Certainly, the case itself had high stakes, but as you and Alejandro mention, it will have lasting negative repercussions on future gender discrimination cases. Class actions are advantageous for employment discrimination cases because they provide incentives to claimants who would otherwise not sue because of small recovery or high cost. They also deter future employers from behaving similarly to the defendant. The Court is severely limiting this useful weapon in the fight against gender discrimination.
The decision appears to give companies a pass on gender discrimination as long as the company leaves pay and promotion decisions to the discretion of local managers. Despite, the plaintiff presenting statistical evidence suggesting gender discrimination existed in Wal-Mart on a nation-wide level, the Court refused to adopt the plaintiff’s theory because the statistics do not indicate what happens in individual stores. This can be said for statistics in general. Yet, we can look to statistics to tell us a larger story of what is happening at Wal-Mart.

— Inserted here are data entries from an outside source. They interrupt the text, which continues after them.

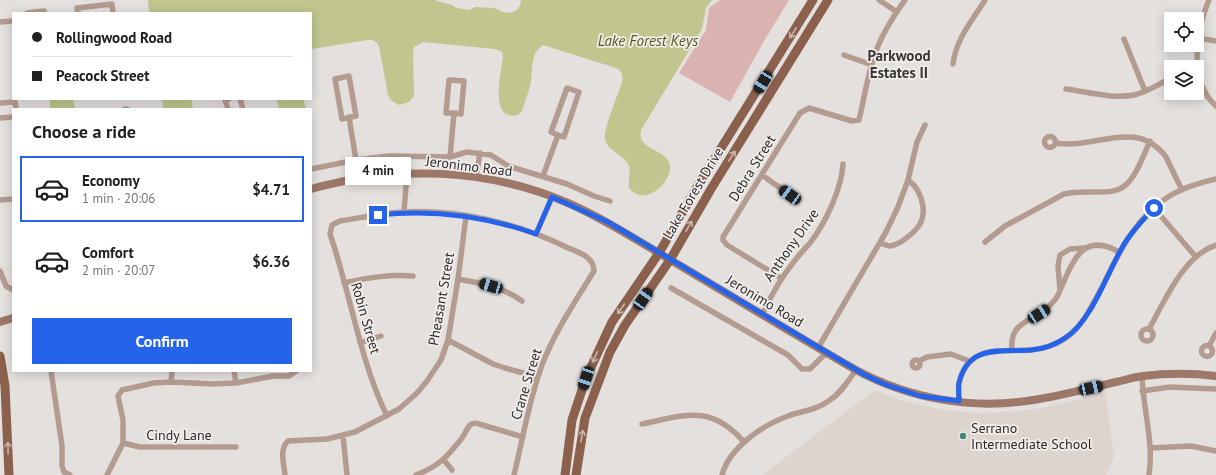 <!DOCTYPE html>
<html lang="en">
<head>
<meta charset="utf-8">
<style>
  body { margin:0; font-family:"PT Sans",sans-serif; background:#f2f2f2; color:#202124; height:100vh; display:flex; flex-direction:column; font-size:15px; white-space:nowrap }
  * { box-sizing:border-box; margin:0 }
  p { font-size:13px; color:#757577 }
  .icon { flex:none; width:22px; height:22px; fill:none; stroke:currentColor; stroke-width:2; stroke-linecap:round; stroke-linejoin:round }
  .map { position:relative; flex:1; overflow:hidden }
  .drawer { position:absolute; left:12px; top:108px; width:300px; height:264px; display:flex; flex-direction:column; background:#fff; border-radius:0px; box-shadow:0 2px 10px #0003 }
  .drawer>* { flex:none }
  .hud { position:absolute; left:12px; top:12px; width:300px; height:88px; border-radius:0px; box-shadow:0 2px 10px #0003; display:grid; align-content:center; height:88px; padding:0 20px; background:#fff }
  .controls { position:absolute; left:1164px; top:12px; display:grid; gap:8px }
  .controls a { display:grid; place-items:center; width:40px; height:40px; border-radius:0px; background:#fff; box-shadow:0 2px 10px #0003; font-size:20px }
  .end { position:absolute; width:18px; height:18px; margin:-9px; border:5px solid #2563eb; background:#fff; box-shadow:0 0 0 2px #fff }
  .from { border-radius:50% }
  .bubble { position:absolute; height:28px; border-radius:0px; background:#fff; box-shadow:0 2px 10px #0003; font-size:13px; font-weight:600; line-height:28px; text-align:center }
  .car { position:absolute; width:12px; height:24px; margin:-12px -6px; border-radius:5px; box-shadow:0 0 3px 1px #0007; background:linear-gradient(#222 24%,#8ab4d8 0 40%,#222 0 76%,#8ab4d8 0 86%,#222 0) }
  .hud b { display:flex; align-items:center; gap:14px; height:38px; font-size:15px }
  .hud b+b { border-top:1px solid #e0e0e0 }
  .hud i { width:10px; height:10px; background:#202124 }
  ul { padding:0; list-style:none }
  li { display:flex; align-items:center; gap:12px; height:66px; margin:0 8px 6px; padding:0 12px; border:2px solid transparent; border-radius:0px }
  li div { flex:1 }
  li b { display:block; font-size:15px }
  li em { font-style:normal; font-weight:600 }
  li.on { border-color:#2563eb }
  li>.icon { width:36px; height:36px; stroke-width:1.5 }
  h2 { padding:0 20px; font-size:18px; line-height:48px }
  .cta { display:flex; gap:8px; margin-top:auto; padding:8px 20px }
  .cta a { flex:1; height:46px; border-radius:0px; background:#2563eb; color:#fff; font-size:16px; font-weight:600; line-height:46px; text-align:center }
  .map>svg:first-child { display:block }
  .built { fill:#ddd5cd }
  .green { fill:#dab3b0 }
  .water { fill:#c0c68e }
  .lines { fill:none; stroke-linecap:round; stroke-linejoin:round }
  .street { stroke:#b49b90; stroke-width:5.5 }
  .secondary { stroke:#9d7869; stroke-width:8 }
  .primary { stroke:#8b604d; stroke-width:9 }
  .oneway { stroke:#c8b5ac }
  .route { stroke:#2563eb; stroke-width:5 }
  .poi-dot { fill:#43877d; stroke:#f0edeb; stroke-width:1.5 }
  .labels { text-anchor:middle; stroke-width:3.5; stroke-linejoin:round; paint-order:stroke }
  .street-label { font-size:14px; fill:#2e2d2c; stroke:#f0edeb }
  .poi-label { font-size:14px; fill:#2e2d2c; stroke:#f0edeb; text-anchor:start }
  .water-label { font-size:15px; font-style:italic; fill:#555a1b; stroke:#f0edeb }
  .neighbourhood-label { font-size:15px; font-weight:bold; fill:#3a3836; stroke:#f0edeb }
</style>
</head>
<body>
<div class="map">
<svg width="1216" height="475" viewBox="0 0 1216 475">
  <rect width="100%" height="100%" fill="#e3e0de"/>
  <path class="built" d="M875,390L897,399L934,408L963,412L981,413L1019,411L1041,408L1106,393L1114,458L1106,475H762Z"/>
  <path class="green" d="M720,0H789L764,41L730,102L679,73L706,30L709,8Z"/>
  <path class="water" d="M148,0H435C442,4 450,2 456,8L470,10L475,7L494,8L503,12L510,13L517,10L520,5L521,0H712L706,8L702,29L641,130C636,151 668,148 670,166C671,185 643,207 629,188C628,181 631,173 629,166C625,155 608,152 605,139C603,130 618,94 622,83C623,75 623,72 616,68L543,45C530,54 533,68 531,81C530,88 527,95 525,102C524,105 523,110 520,113C517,116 513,116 509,115C491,112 502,68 503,56L502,52L495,49L423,42L414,47L413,53L414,96L409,102L399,105L391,100L388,95L379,46C376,41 373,39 368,40L311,49V13H149Z
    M50,99H73L75,109H50Z
    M162,99H191L193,109H163Z
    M277,99H303L306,109H279Z"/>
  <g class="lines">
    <path class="street" d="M879,0L897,12
      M1209,0C1196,30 1188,81 1216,106
      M27,13L44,11V13
      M78,13L77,8L112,4L113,13
      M0,22L13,21
      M1198,38L1216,41
      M1124,39L1145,91
      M844,55L872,65
      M953,64C956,39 972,21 985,0
      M349,76L356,116L342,119L335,79Z
      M1066,89C1088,92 1112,99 1134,95C1147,92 1159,84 1171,78
      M240,99L243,109
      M0,103L15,102L16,109
      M125,109H127
      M228,109L225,100L229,99
      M349,117L356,160
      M0,118L13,117
      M1044.5 142a5.5 5.5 0 1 1 11 0a5.5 5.5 0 1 1-11 0Z
      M1056,143C1095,150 1136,117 1166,157L1182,190
      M450,157L454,113H446L449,80L464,81L461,114L454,113
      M311,169L356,160L389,156L450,157L467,152L491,155L508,166L567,184L594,196L610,201
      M762,175L790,195
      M543,176L558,135L551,132L567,88L579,92L564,137L558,135
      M476,177L480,153
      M0,200L13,199
      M1154,208L1196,257
      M404,212L407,173
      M536,234L552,197
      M985,242L1005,226L1064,194C1075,191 1087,192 1099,192C1107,192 1116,192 1123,187C1135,180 1144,154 1150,141
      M880,243C883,244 886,245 889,246C899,246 917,231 921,222C927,208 920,188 908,180
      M0,271L6,286L13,290
      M781,278L727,245L723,240V237L800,113L809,108L852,121L859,120C865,96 868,69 878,46C885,29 895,14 905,0
      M458,279C481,283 503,287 522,301
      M344,283C367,278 389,274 413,276
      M671,288L788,355L802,369H810L826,353
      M1060,289L1058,266L1060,255L1070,249L1085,248
      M762,315C770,298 778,282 790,267C796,258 803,251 810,243C825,224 842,188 843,164
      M1149,329C1165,301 1183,256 1216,245
      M1141 335a6 6 0 1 1 12 0a6 6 0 1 1-12 0Z
      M448,340L493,364L505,368L538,377
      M360,343L381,336
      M1201.5 351a5.5 5.5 0 1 1 11 0a5.5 5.5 0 1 1-11 0Z
      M1209,346L1216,333
      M818,348L886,232L898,207L908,180L917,142L925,125
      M1012,350C1009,322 1031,322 1048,307C1052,304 1054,301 1057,297C1071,268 1079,229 1119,252
      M912 364a4 4 0 1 1 8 0a4 4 0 1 1-8 0Z
      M919,361L927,357L951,354L969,361
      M51,371L62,446V466L64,472L70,475
      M234,371L236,383
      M1142,376C1143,409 1154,442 1149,475
      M171,382L172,371
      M1142,391L1170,387L1216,389
      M959,401C959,395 958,389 959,383C968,344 1000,352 1031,350C1045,349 1060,343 1070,335C1085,322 1093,303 1102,287C1118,255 1136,216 1168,197C1182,188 1199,183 1216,179
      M387,416C359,358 351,295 330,234L332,225L340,221C361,218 382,213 404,212C459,209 517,223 566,247C577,252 594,256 594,271C575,302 555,331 542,365C529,400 523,438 514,475
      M642,424C685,415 711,404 744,442
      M343,436L347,475
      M123,443L140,447H236
      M1150,448L1191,446L1216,451
      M444,460L452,470
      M107,475L123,443V420L118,396L122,390L154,383L171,382L213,384L236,383L273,376H289L296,371
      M285,475C284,464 279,449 288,441L327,439L355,432L399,409L417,393L427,381L441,360L448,340L458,279L466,216
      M416,475C439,466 447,457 462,438C465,434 467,428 470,425C473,423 476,423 479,424L523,437
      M722,475C729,448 763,425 788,416C804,410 815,411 830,400C841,393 848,381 856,370"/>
    <path class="secondary" d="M311,189C395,165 488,168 568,203C607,220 643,244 679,265C738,300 797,336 856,370C910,399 973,410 1033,400C1061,396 1089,388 1116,382C1125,380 1134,377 1143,376C1168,373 1192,373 1216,376
      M0,322L13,318"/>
    <path class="primary" d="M0,356L5,386L9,475
      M565,475L572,420L586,378L612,322L659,253L700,182L813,0
      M576,475L585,418L610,352L625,325L670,260L711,189L828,0"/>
  </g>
  <defs><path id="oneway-shaft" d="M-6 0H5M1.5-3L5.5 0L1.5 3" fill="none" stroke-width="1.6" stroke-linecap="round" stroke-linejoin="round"/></defs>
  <g class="oneway">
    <use href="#oneway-shaft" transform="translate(793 33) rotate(122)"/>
    <use href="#oneway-shaft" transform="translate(732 156) rotate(-58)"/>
    <use href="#oneway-shaft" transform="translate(689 226) rotate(-60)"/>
    <use href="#oneway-shaft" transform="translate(621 309) rotate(124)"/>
    <use href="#oneway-shaft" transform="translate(595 357) rotate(114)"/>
    <use href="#oneway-shaft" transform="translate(582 436) rotate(-80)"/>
    <use href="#oneway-shaft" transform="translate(8 448) rotate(-91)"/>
  </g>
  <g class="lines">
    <path class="route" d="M378,215C432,209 485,216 536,234L552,197L608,222L865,375L884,384L920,396L959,401C959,395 958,388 959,383C968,344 1001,352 1031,350C1043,349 1055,345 1065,338C1092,321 1107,273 1123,246C1131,232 1143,220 1154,208"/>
  </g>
  <circle class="poi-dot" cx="963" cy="436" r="4"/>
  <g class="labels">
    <g class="street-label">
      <text transform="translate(469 166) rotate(7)" y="5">Jeronimo Road</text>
      <text transform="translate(752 168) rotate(-58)" y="5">Debra Street</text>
      <text transform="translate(693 193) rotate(-59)" y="5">Lake Forest Drive</text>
      <text transform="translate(791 245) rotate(-55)" y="5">Anthony Drive</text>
      <text transform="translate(441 299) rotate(-80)" y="5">Pheasant Street</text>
      <text transform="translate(765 301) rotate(31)" y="5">Jeronimo Road</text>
      <text transform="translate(366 318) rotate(74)" y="5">Robin Street</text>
      <text transform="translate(526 384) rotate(-73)" y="5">Crane Street</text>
      <text x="179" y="440">Cindy Lane</text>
    </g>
    <g class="poi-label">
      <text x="971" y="433">Serrano<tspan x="971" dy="16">Intermediate School</tspan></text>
    </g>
    <g class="water-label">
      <text x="648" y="46">Lake Forest Keys</text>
    </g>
    <g class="neighbourhood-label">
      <text x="899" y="61">Parkwood<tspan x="899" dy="17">Estates II</tspan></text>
    </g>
  </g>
</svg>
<div class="controls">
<a><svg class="icon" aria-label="locate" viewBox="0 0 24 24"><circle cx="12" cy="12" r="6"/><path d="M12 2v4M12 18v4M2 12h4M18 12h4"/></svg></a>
<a><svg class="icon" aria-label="layers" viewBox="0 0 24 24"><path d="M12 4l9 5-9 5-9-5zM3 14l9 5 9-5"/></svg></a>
</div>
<i class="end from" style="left:1154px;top:208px"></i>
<i class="end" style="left:378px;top:215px"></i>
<div class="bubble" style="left:345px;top:157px;width:66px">4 min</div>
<i class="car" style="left:763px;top:82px;rotate:212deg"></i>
<i class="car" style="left:790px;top:195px;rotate:305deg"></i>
<i class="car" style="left:491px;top:286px;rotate:286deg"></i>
<i class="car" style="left:643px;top:299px;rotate:34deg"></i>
<i class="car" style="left:1039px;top:314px;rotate:57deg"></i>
<i class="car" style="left:586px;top:378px;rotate:198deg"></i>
<i class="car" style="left:1091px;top:388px;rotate:78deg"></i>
<div class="hud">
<b><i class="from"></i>Rollingwood Road</b>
<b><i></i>Peacock Street</b>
</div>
<section class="drawer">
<h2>Choose a ride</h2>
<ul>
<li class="on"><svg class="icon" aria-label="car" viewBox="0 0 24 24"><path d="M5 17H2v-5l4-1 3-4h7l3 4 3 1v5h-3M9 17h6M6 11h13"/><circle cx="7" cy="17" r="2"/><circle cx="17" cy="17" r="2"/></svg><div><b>Economy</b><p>1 min · 20:06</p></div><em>$4.71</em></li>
<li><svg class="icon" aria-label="car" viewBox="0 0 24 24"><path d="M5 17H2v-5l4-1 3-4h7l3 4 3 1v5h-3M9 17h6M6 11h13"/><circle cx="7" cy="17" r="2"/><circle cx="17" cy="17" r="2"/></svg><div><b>Comfort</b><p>2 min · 20:07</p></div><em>$6.36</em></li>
</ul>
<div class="cta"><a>Confirm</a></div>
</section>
</div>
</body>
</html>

Justice Ginsburg says in her dissent, “The practice of delegating to supervisors large discretion to make personnel decisions, uncontrolled by formal standards, has long been known to have the potential to produce disparate effects. Managers, like all humankind, may be prey to biases of which they are unaware.” Wal-Mart Stores, Inc. v. Dukes, 131 S. Ct. 2541, 2564 (2011) (Ginsburg, J., dissenting). We have extensively discussed such gender biases that influence employment. Unfortunately, the majority fails to acknowledge that Wal-Mart’s policy for local manager discretion allows these biases to pervade the corporation. This policy and its practice affects all the women employees.
Before this case, I would have thought a class action suit would be ideal to challenge the existence of gender discrimination within Wal-Mart. Surely the class action attorneys thought similarly. Now, I’m not so sure.
The Walmart decision will have a huge, negative impact on pattern and practice cases of discrimination. Under Walmart, companies can (and likely will) create policies that delegate more and more discretion to low-level managers in an attempt to show that it is impossible for the company to have a "practice" of discrimination when the practices of managers are different based on discretion. I believe Scalia referred to it as the "glue" that holds the class action claims together. Plaintiffs in a class action discrimination case will be unable to show that their situations share commonality because each situation is different based on the discretion of a manager (rather than a company wide policy of, say, who gets promotions or pay raises). Essentially, it is diffusion of responsibility.
There already have been repercussions of Walmart. Ellis v. Costco, a class action gender discrimination case with similar facts to Walmart, had its class certified in district court. It was appealed to the Ninth Circuit, who sent the certification back to the district court for reconsideration in light of the Walmart ruling. The Ninth suggested the class lacks commonality.
The Walmart ruling was absolutely terrible and it pulled the trigger on the beginning of the end of class actions. I fear what's ahead.